Neoserica niasica

Scientific classification
- Kingdom: Animalia
- Phylum: Arthropoda
- Clade: Pancrustacea
- Class: Insecta
- Order: Coleoptera
- Suborder: Polyphaga
- Infraorder: Scarabaeiformia
- Family: Scarabaeidae
- Genus: Neoserica
- Species: N. niasica
- Binomial name: Neoserica niasica Moser, 1915

= Neoserica niasica =

- Genus: Neoserica
- Species: niasica
- Authority: Moser, 1915

Species of beetle

Neoserica niasica is a species of beetle of the family Scarabaeidae. It is found in Indonesia (Nias).

==Description==
Adults reach a length of about 10 mm. The upper surface is blackish-brown and densely tomentose, and the underside is a lighter brown. The frons is widely punctured, with scattered setae beside the eyes. The clypeus is slightly wrinkled, shallowly punctured, weakly convex in the middle, narrowing anteriorly. The margins of the clypeus are upturned, the anterior margin is very faintly emarginate.
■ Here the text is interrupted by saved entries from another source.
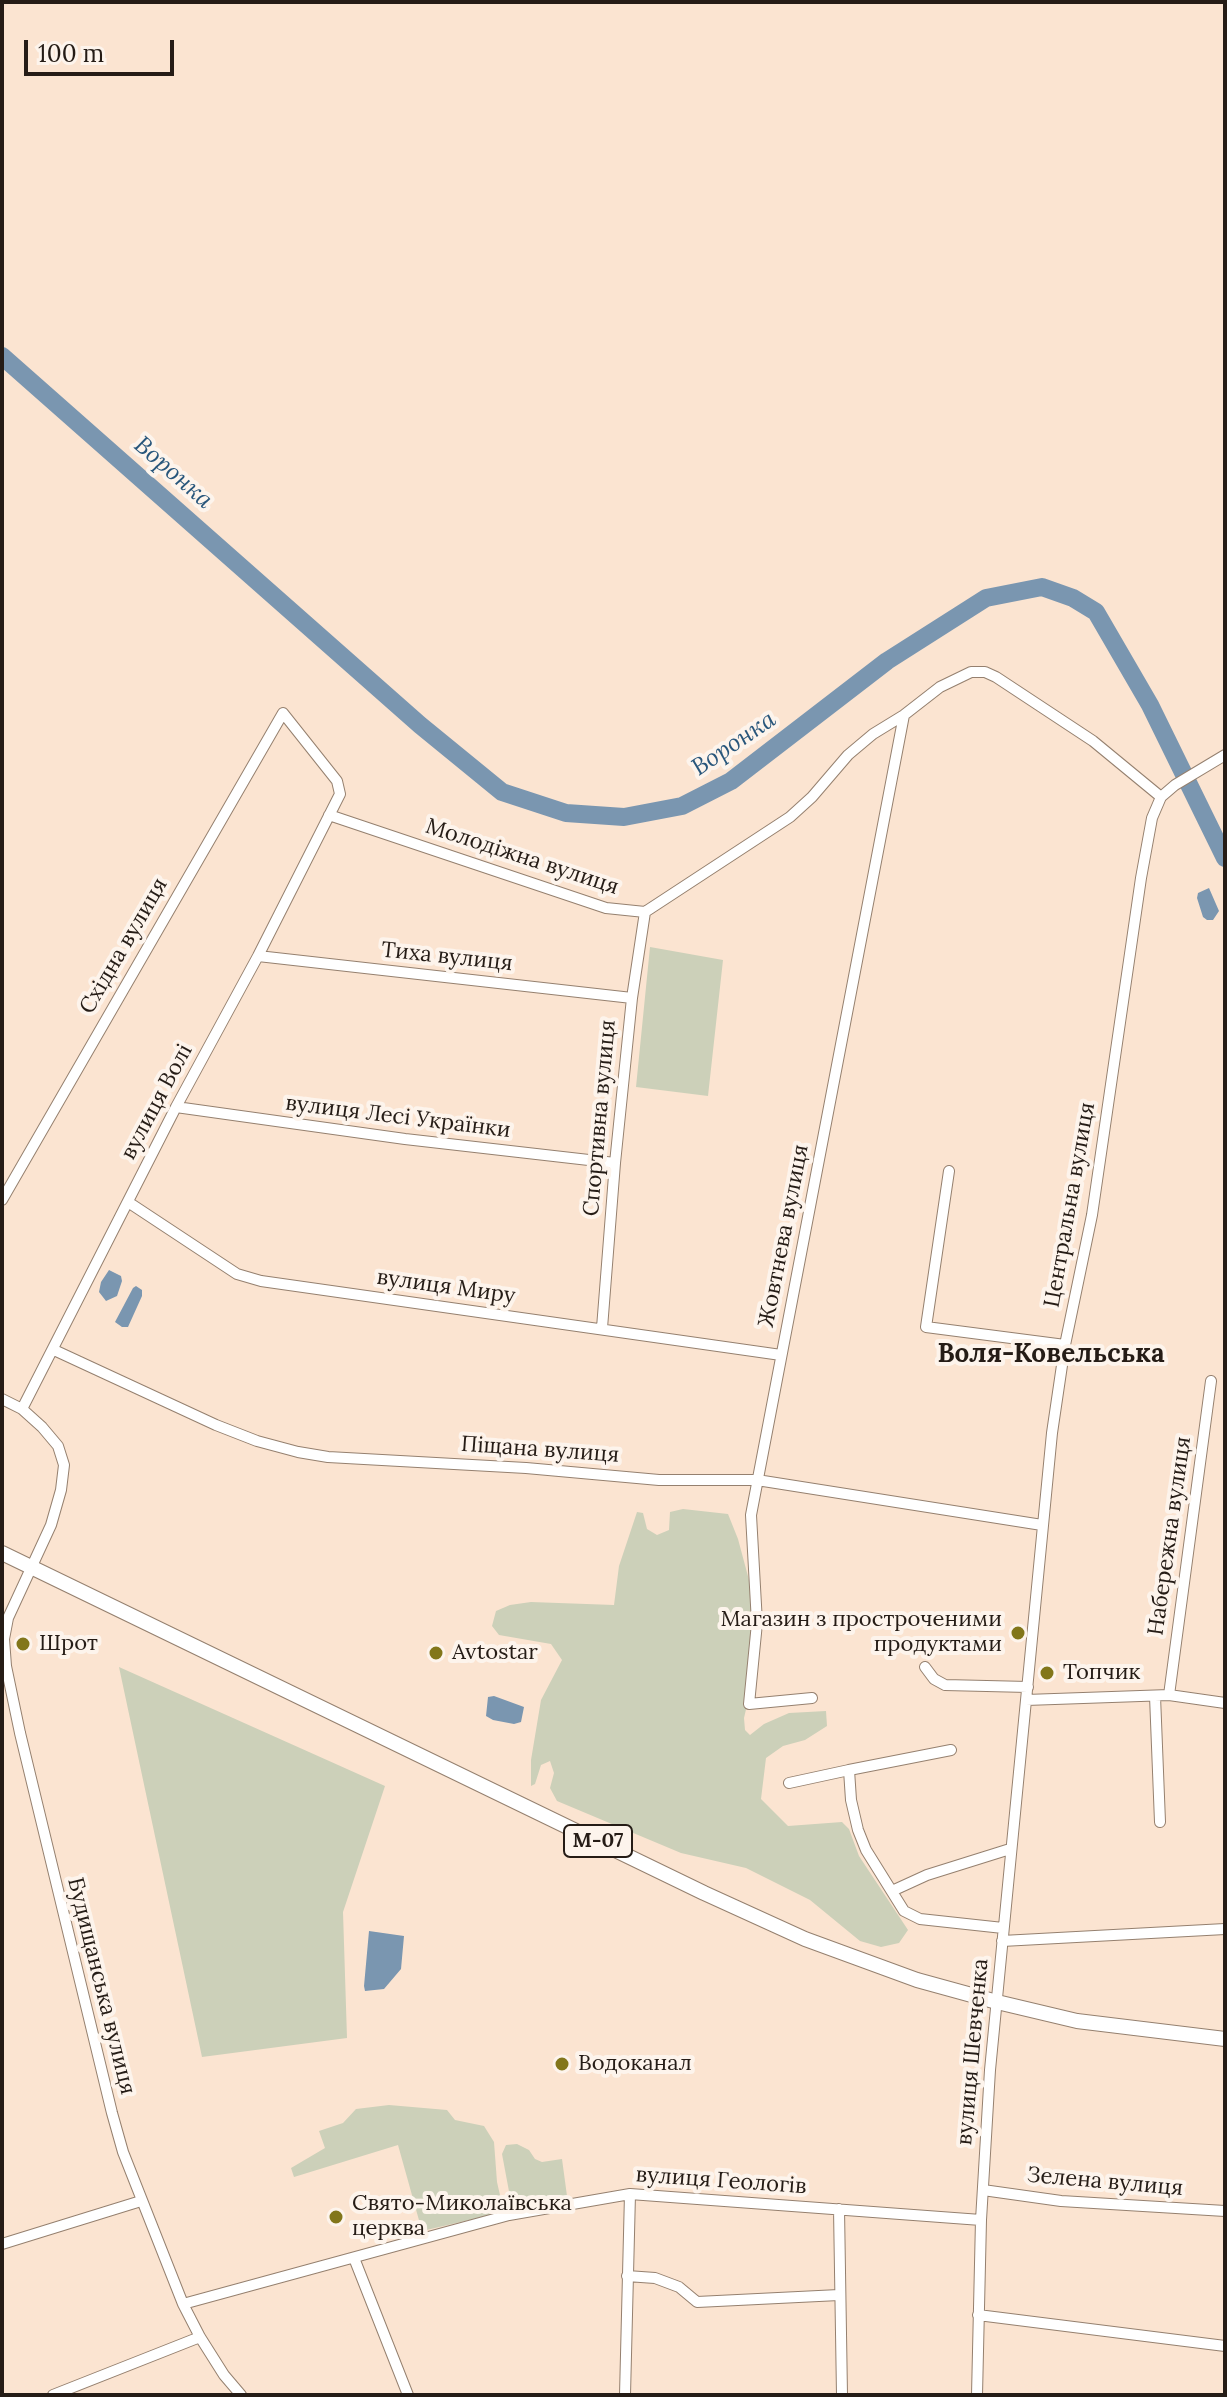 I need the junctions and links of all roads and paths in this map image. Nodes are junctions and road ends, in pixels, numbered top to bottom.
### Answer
1 (283, 713) joint
2 (904, 715) junction
3 (1225, 755) edge
4 (1161, 797) junction
5 (329, 815) junction
6 (645, 912) junction
7 (258, 956) junction
8 (632, 998) junction
9 (176, 1107) junction
10 (615, 1163) junction
11 (949, 1171) dead end
12 (2, 1200) edge
13 (128, 1202) junction
14 (602, 1328) junction
15 (1065, 1345) junction
16 (54, 1350) junction
17 (781, 1355) junction
18 (1211, 1381) dead end
19 (2, 1399) edge
20 (22, 1409) junction
21 (757, 1480) junction
22 (1042, 1525) junction
23 (2, 1553) edge
24 (33, 1568) junction
25 (925, 1667) dead end
26 (1028, 1687) junction
27 (1169, 1695) junction
28 (1155, 1696) junction
29 (812, 1698) dead end
30 (1026, 1700) junction
31 (1225, 1703) edge
32 (8, 1707) edge
33 (1025, 1713) joint
34 (951, 1750) dead end
35 (849, 1770) junction
36 (789, 1783) dead end
37 (1160, 1822) dead end
38 (1010, 1849) junction
39 (892, 1891) junction
40 (1003, 1928) junction
41 (1225, 1929) edge
42 (1002, 1941) junction
43 (997, 2002) junction
44 (1225, 2039) edge
45 (983, 2190) junction
46 (630, 2194) junction
47 (141, 2201) junction
48 (839, 2209) junction
49 (1225, 2211) edge
50 (981, 2220) junction
51 (2, 2244) edge
52 (354, 2258) junction
53 (627, 2276) junction
54 (839, 2295) junction
55 (183, 2304) junction
56 (978, 2315) junction
57 (200, 2337) junction
58 (1225, 2346) edge
59 (53, 2395) edge
60 (241, 2395) edge
61 (408, 2395) edge
62 (625, 2395) edge
63 (842, 2395) edge
64 (977, 2395) edge

1 - 5 street, вулиця Волі
1 - 12 street, Східна вулиця
2 - 4 street
2 - 6 street
2 - 17 street, Жовтнева вулиця
3 - 4 street
4 - 15 street, Центральна вулиця
5 - 6 street, Молодіжна вулиця
5 - 7 street, вулиця Волі
6 - 8 street, Спортивна вулиця
7 - 8 street, Тиха вулиця
7 - 9 street, вулиця Волі
8 - 10 street, Спортивна вулиця
9 - 10 street, вулиця Лесі Українки
9 - 13 street, вулиця Волі
10 - 14 street, Спортивна вулиця
11 - 15 street
13 - 14 street, вулиця Миру
13 - 16 street, вулиця Волі
14 - 17 street, вулиця Миру
15 - 22 street, Центральна вулиця
16 - 20 street, вулиця Волі
16 - 21 street, Піщана вулиця
17 - 21 street, Жовтнева вулиця
18 - 27 street, Набережна вулиця
19 - 20 street, Будищанська вулиця
20 - 24 street, Будищанська вулиця
21 - 22 street, Піщана вулиця
21 - 29 street, Жовтнева вулиця
22 - 26 street, Центральна вулиця
23 - 24 highway, М-07
24 - 32 street, Будищанська вулиця
24 - 43 highway, М-07
25 - 26 street
26 - 30 street, Центральна вулиця
27 - 28 street
27 - 31 street
28 - 30 street
28 - 37 street
30 - 33 street, Центральна вулиця
32 - 47 street, Будищанська вулиця
33 - 38 street, вулиця Шевченка
34 - 35 street
35 - 36 street
35 - 39 street
38 - 39 street
38 - 40 street, вулиця Шевченка
39 - 40 street
40 - 42 street, вулиця Шевченка
41 - 42 street
42 - 43 street, вулиця Шевченка
43 - 44 highway, М-07
43 - 45 street, вулиця Шевченка
45 - 49 street, Зелена вулиця
45 - 50 street, вулиця Шевченка
46 - 48 street, вулиця Геологів
46 - 52 street, вулиця Геологів
46 - 53 street
47 - 51 street
47 - 55 street, Будищанська вулиця
48 - 50 street, вулиця Геологів
48 - 54 street
50 - 56 street, вулиця Шевченка
52 - 55 street, вулиця Геологів
52 - 61 street
53 - 54 street
53 - 62 street
54 - 63 street
55 - 57 street, Будищанська вулиця
56 - 58 street
56 - 64 street, вулиця Шевченка
57 - 59 street
57 - 60 street, Будищанська вулиця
The antennae are yellowish-brown. The pronotum is densely punctured, the punctures bearing minute setae. The anterior margin of the pronotum is arched in the middle, and the margins are slightly curved and bristled, the anterior angles are pointed, the posterior angles are rounded. The elytra bear punctate striae, the flatly convex intermediate spaces are widely punctate, the middle of the intervals shows a narrow, unpunctate longitudinal stripe. The pygidial margin is quite densely punctured, very weakly wrinkled, and bears a few setae before the posterior margin. The thorax shows a torn longitudinal line in the middle and a row of setae on each side.